Job Openings
Senior DevOps Engineer
About the job Senior DevOps Engineer
About the Role
We are looking for a Senior DevOps Engineer with deep expertise in platform infrastructure to support a commercial SaaS product. You will be responsible for designing, building, and maintaining secure, scalable cloud infrastructure with a strong emphasis on Kubernetes orchestration, identity management, and security best practices. This role offers the opportunity to work on cutting-edge infrastructure supporting AI/ML workloads and GPU-accelerated computing.
Key Responsibilities
- Design, deploy, and manage production Kubernetes clusters across cloud environments (AWS EKS, GCP GKE, Azure AKS, Native)
- Implement and maintain Infrastructure as Code using Terraform.
- Architect and implement authentication and authorization systems (OAuth 2.0, OIDC, SAML, RBAC)

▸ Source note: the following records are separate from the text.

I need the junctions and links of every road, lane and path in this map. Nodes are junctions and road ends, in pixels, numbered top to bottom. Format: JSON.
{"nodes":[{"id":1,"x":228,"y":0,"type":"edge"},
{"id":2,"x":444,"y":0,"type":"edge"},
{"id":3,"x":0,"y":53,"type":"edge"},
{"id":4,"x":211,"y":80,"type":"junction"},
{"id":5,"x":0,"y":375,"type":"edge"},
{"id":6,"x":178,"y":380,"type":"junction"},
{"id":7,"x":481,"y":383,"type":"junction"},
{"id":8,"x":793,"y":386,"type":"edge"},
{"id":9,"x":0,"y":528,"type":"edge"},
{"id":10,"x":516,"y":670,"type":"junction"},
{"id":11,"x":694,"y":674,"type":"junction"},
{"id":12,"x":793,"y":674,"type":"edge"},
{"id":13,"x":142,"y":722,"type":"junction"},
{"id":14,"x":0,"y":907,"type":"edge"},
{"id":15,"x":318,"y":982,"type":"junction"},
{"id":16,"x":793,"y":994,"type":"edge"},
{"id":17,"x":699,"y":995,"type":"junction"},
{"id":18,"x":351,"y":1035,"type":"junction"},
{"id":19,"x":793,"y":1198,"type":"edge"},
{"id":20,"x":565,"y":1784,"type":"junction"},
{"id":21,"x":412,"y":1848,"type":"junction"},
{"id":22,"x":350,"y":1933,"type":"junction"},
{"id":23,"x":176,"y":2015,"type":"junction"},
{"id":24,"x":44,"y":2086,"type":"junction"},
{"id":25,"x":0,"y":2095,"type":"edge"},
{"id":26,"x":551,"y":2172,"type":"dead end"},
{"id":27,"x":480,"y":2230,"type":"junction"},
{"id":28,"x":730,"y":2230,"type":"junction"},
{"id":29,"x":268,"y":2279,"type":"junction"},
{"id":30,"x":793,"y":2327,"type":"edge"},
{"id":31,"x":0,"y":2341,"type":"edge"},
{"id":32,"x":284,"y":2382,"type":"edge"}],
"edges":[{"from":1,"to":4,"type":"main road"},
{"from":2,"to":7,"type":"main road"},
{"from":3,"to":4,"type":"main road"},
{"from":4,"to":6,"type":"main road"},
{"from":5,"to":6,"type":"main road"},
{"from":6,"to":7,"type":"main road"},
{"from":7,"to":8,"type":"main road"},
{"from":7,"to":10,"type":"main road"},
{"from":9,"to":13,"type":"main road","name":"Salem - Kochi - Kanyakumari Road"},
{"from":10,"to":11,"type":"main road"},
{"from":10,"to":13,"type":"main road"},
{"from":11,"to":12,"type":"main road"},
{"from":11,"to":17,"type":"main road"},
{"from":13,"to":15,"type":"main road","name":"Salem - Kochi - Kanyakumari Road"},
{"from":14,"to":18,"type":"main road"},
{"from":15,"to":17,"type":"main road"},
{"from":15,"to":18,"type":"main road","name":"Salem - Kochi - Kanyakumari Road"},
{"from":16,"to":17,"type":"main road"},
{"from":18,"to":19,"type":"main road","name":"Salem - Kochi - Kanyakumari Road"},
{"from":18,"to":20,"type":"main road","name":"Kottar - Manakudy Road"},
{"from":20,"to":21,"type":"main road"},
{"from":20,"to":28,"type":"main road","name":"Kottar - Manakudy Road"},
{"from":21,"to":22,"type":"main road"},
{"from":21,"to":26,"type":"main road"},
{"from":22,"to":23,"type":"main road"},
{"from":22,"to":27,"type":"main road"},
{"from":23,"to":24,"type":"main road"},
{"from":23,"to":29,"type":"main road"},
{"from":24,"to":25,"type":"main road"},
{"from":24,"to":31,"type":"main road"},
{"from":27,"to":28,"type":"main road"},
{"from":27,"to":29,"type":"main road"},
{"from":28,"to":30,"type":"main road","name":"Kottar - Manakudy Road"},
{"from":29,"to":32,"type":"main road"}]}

- Design and enforce security policies, network segmentation, and zero-trust architecture
- Build and optimize CI/CD pipelines for automated testing, security scanning, and deployment
- Implement secrets management solutions
- Monitor infrastructure health, performance, and security using observability tools
- Manage cloud costs and optimize resource utilization
- Document infrastructure architecture, runbooks, and operational procedures
- Collaborate with development teams to ensure smooth deployments and platform reliability
Required Qualifications
- 6+ years of experience in DevOps, SRE, or Infrastructure Engineering roles
- Strong hands-on experience with Kubernetes (cluster administration, Helm, operators, CRDs)
- Proficiency with at least one major cloud provider (AWS, GCP, or Azure) and associated services
- Experience implementing authentication/authorization systems (OAuth 2.0, OIDC, SAML, JWT)
- Solid understanding of cloud security principles, IAM policies, and network security
- Advanced proficiency using mulitple AI Coding Assistant to develop software with guardrails to ensure high quality.
- Experience with Infrastructure as Code (Terraform strongly preferred)
- Proficiency in scripting languages (Bash, Python, Go)
- Experience with CI/CD platforms (GitHub Actions, GitLab CI, Jenkins, ArgoCD)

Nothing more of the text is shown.